# Exercise directions
Below are some entries. Copy each line in them that holds "Which".

# Extracted data
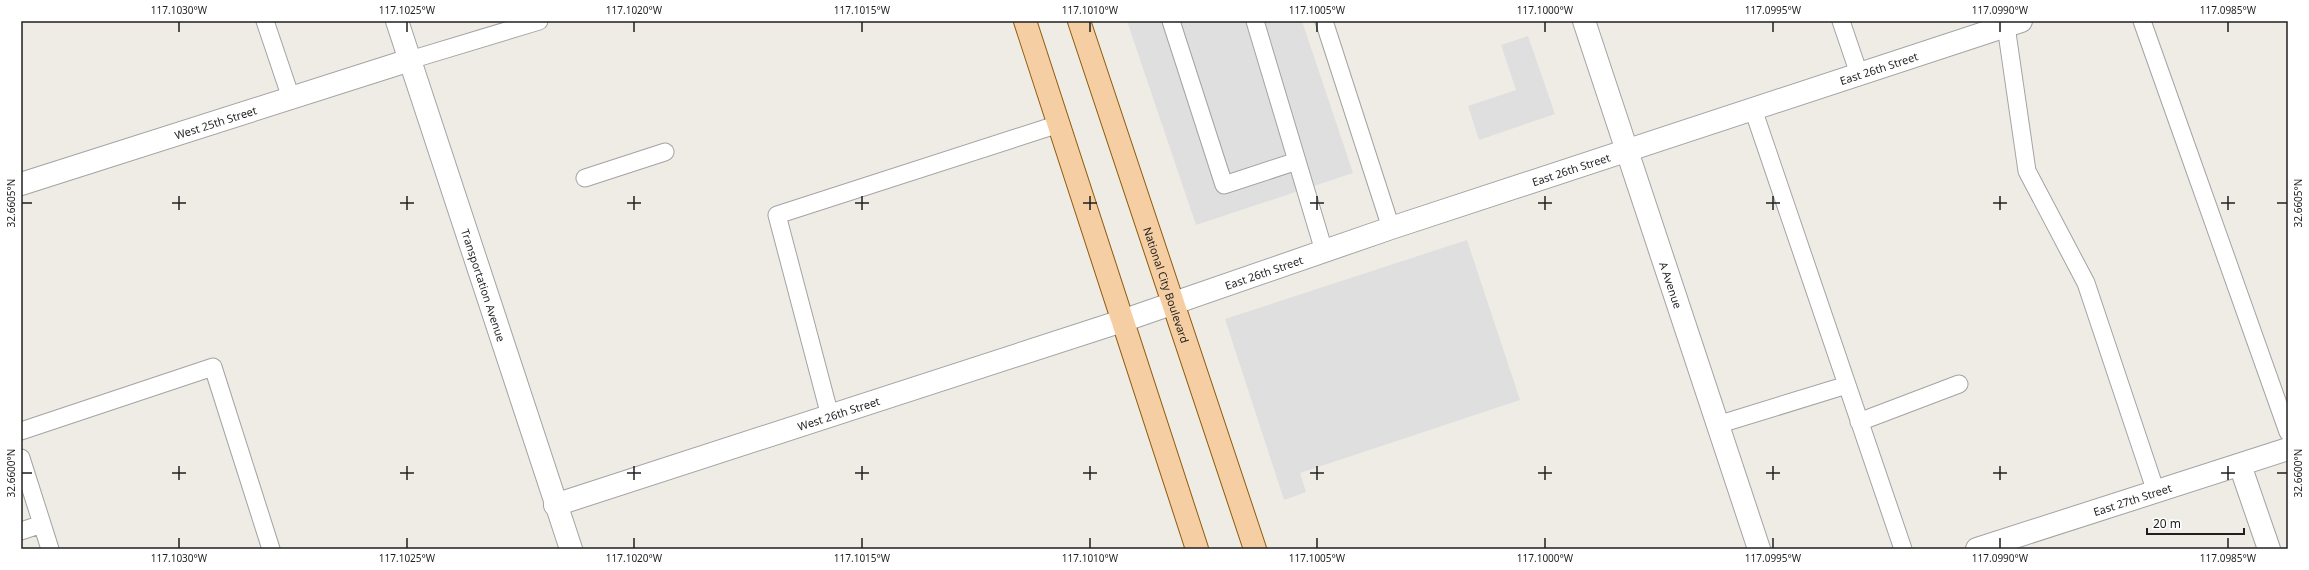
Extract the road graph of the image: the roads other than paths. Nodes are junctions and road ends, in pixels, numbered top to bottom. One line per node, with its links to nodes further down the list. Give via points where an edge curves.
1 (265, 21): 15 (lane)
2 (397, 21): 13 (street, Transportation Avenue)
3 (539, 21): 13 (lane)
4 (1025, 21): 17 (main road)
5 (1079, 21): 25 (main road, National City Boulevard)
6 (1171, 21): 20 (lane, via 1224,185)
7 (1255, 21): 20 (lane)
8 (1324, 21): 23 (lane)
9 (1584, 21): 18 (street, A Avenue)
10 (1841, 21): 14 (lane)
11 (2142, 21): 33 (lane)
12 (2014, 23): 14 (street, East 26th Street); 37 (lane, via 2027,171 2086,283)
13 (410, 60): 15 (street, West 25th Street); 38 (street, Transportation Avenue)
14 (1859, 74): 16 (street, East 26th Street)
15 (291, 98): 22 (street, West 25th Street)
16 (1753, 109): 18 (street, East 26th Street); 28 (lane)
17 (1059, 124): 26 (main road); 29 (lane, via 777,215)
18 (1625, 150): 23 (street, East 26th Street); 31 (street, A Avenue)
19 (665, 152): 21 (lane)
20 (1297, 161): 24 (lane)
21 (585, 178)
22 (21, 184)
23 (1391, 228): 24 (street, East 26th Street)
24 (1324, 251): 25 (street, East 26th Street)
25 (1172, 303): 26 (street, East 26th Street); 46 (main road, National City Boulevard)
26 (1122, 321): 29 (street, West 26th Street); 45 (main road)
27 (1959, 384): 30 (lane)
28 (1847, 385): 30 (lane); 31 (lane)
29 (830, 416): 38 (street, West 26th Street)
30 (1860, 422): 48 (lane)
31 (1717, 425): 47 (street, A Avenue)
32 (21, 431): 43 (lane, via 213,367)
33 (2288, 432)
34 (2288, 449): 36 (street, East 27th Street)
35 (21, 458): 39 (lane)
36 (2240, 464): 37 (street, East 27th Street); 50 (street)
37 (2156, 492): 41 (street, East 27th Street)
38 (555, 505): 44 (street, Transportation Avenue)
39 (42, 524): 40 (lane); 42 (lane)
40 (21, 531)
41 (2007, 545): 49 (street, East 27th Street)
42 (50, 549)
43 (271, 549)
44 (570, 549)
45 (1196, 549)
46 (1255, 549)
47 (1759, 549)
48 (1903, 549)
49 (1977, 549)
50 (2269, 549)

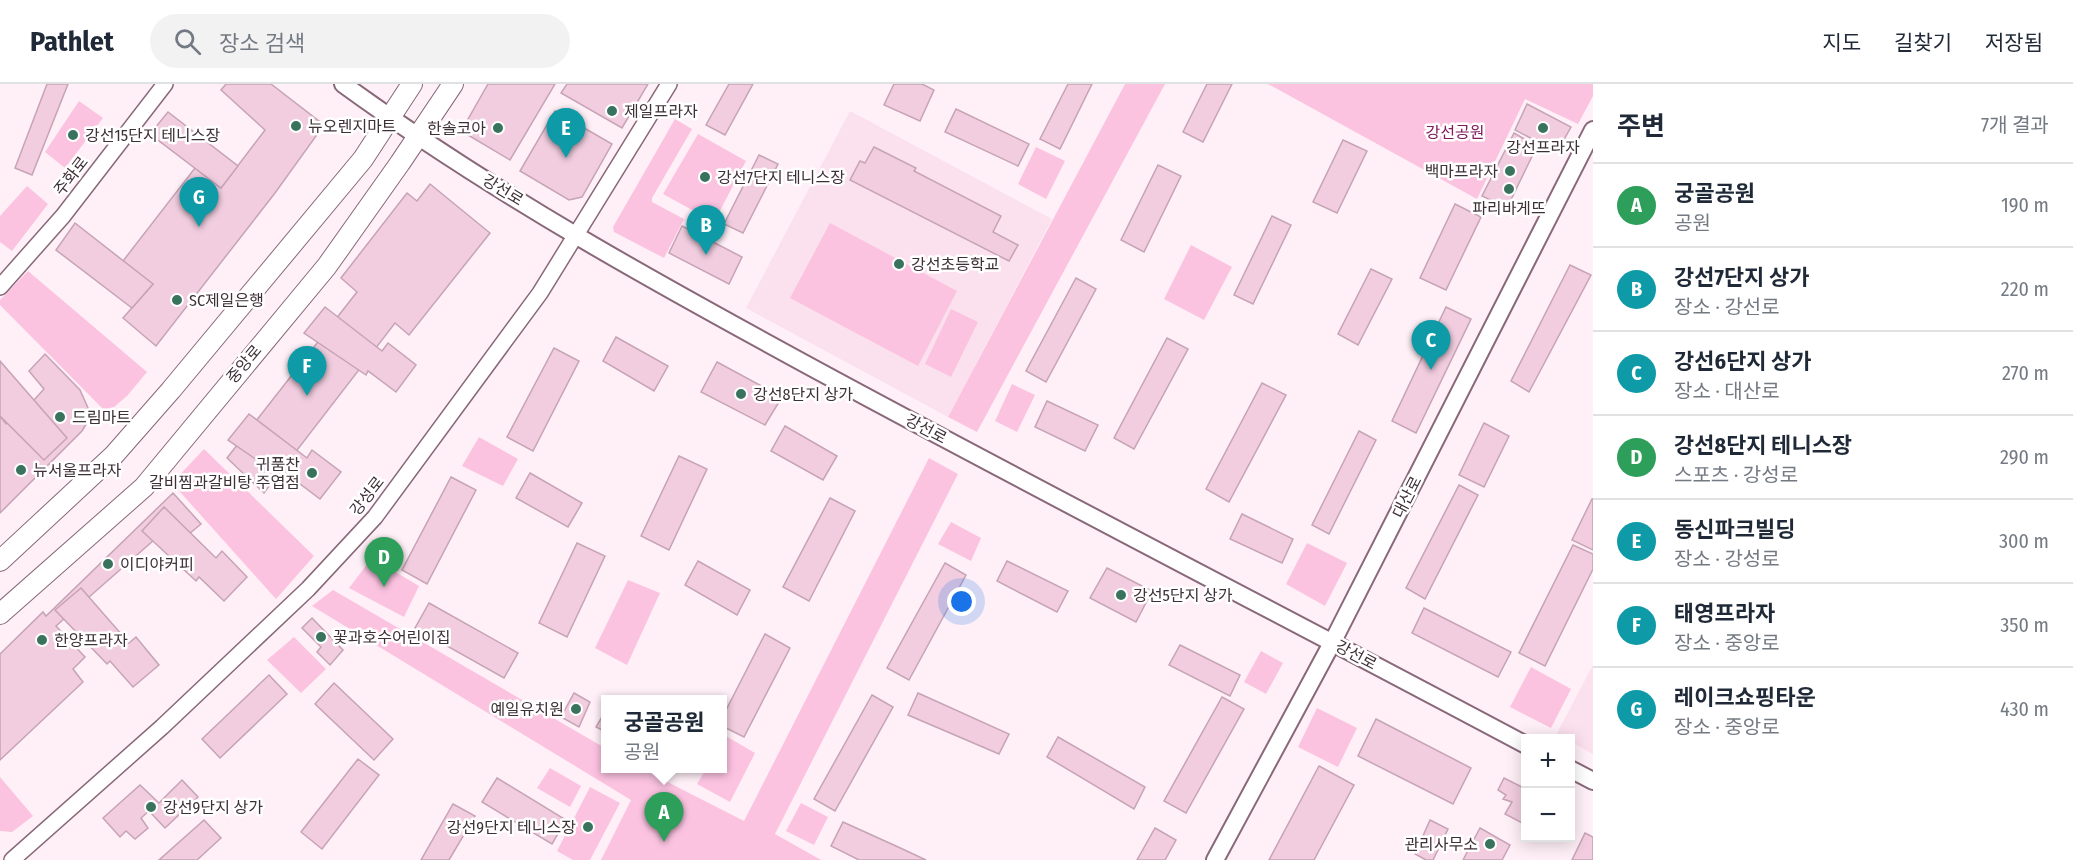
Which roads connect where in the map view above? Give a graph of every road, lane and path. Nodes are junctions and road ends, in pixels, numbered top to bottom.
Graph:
---
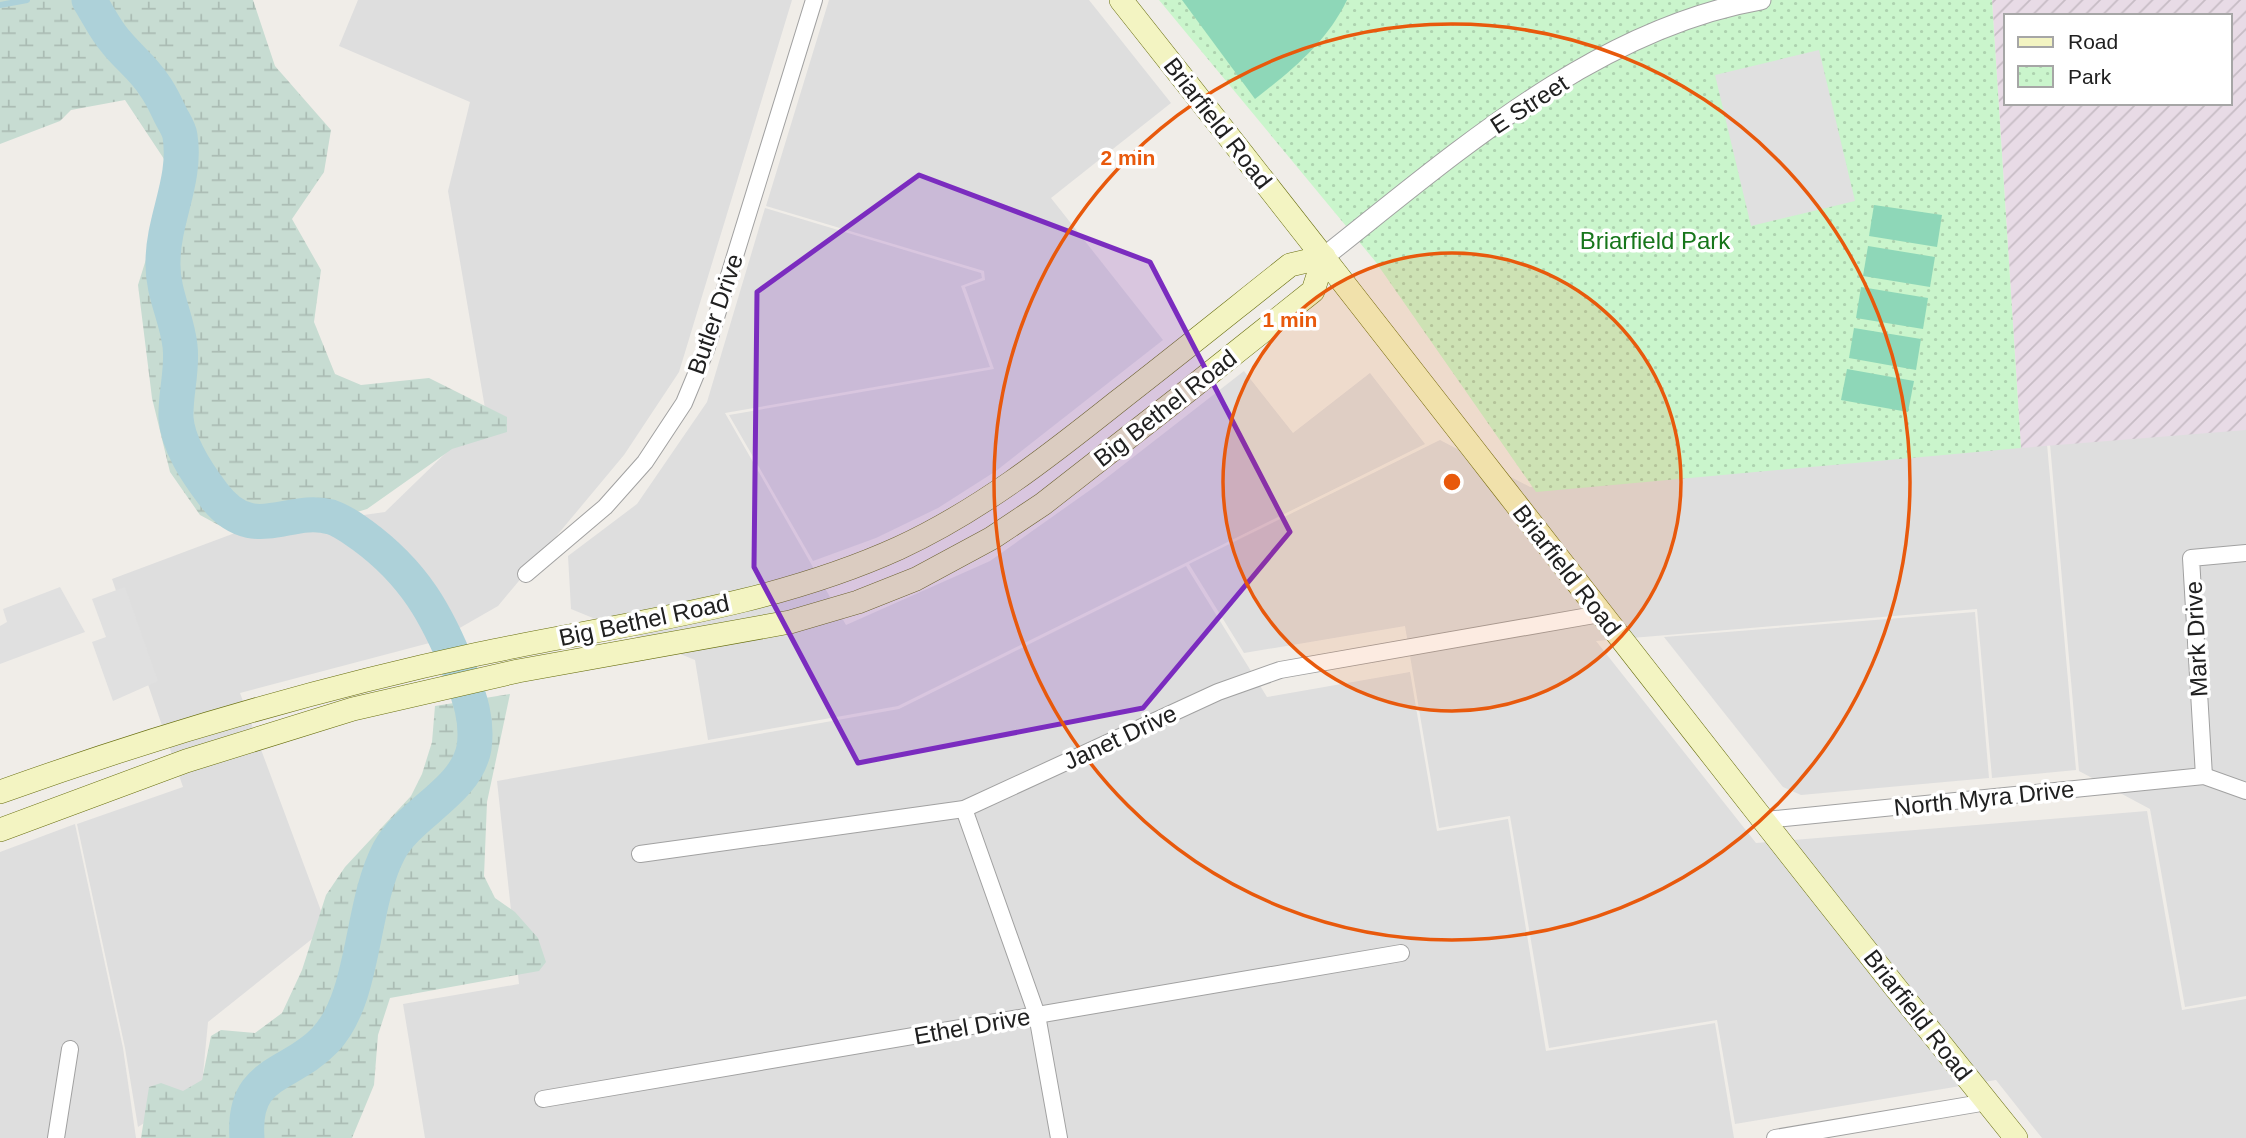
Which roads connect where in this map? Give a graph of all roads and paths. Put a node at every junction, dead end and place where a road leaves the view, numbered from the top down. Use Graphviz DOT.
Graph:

# Expected output
Which roads connect where in the map view above? Give a graph of every road, lane and path. Nodes are junctions and road ends, in pixels, numbered top to bottom.
Which roads connect where in this map? Give a graph of all roads and paths. Put a node at every junction, dead end and place where a road leaves the view, numbered from the top down. Use Graphviz DOT.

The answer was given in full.